(Collected data)
* * *
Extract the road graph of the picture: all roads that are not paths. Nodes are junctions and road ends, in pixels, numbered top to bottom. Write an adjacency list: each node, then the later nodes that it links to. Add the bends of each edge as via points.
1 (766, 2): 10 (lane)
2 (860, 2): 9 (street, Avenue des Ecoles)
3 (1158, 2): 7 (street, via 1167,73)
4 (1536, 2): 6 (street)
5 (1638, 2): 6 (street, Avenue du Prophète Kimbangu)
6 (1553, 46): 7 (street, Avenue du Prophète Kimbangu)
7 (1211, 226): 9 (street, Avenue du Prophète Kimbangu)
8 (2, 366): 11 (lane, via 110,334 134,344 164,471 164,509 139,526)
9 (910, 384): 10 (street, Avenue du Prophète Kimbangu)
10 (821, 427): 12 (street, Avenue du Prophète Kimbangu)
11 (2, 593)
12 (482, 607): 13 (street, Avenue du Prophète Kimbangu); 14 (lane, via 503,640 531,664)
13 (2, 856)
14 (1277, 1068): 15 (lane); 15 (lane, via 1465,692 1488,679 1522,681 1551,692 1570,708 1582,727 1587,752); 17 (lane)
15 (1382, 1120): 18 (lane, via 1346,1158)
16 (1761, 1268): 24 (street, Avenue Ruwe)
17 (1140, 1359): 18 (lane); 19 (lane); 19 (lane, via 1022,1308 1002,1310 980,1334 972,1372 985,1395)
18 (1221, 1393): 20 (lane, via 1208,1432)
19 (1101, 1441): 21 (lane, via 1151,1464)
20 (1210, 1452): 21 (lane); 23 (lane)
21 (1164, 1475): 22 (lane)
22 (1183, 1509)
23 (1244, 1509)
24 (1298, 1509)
* * *
• [WORK TO BE COMPLETED]
A verbatim reproduction of all the records above is the expected answer.

• [SOLUTION FOR THIS TASK]
Extract the road graph of the picture: all roads that are not paths. Nodes are junctions and road ends, in pixels, numbered top to bottom. Write an adjacency list: each node, then the later nodes that it links to. Add the bends of each edge as via points.
1 (766, 2): 10 (lane)
2 (860, 2): 9 (street, Avenue des Ecoles)
3 (1158, 2): 7 (street, via 1167,73)
4 (1536, 2): 6 (street)
5 (1638, 2): 6 (street, Avenue du Prophète Kimbangu)
6 (1553, 46): 7 (street, Avenue du Prophète Kimbangu)
7 (1211, 226): 9 (street, Avenue du Prophète Kimbangu)
8 (2, 366): 11 (lane, via 110,334 134,344 164,471 164,509 139,526)
9 (910, 384): 10 (street, Avenue du Prophète Kimbangu)
10 (821, 427): 12 (street, Avenue du Prophète Kimbangu)
11 (2, 593)
12 (482, 607): 13 (street, Avenue du Prophète Kimbangu); 14 (lane, via 503,640 531,664)
13 (2, 856)
14 (1277, 1068): 15 (lane); 15 (lane, via 1465,692 1488,679 1522,681 1551,692 1570,708 1582,727 1587,752); 17 (lane)
15 (1382, 1120): 18 (lane, via 1346,1158)
16 (1761, 1268): 24 (street, Avenue Ruwe)
17 (1140, 1359): 18 (lane); 19 (lane); 19 (lane, via 1022,1308 1002,1310 980,1334 972,1372 985,1395)
18 (1221, 1393): 20 (lane, via 1208,1432)
19 (1101, 1441): 21 (lane, via 1151,1464)
20 (1210, 1452): 21 (lane); 23 (lane)
21 (1164, 1475): 22 (lane)
22 (1183, 1509)
23 (1244, 1509)
24 (1298, 1509)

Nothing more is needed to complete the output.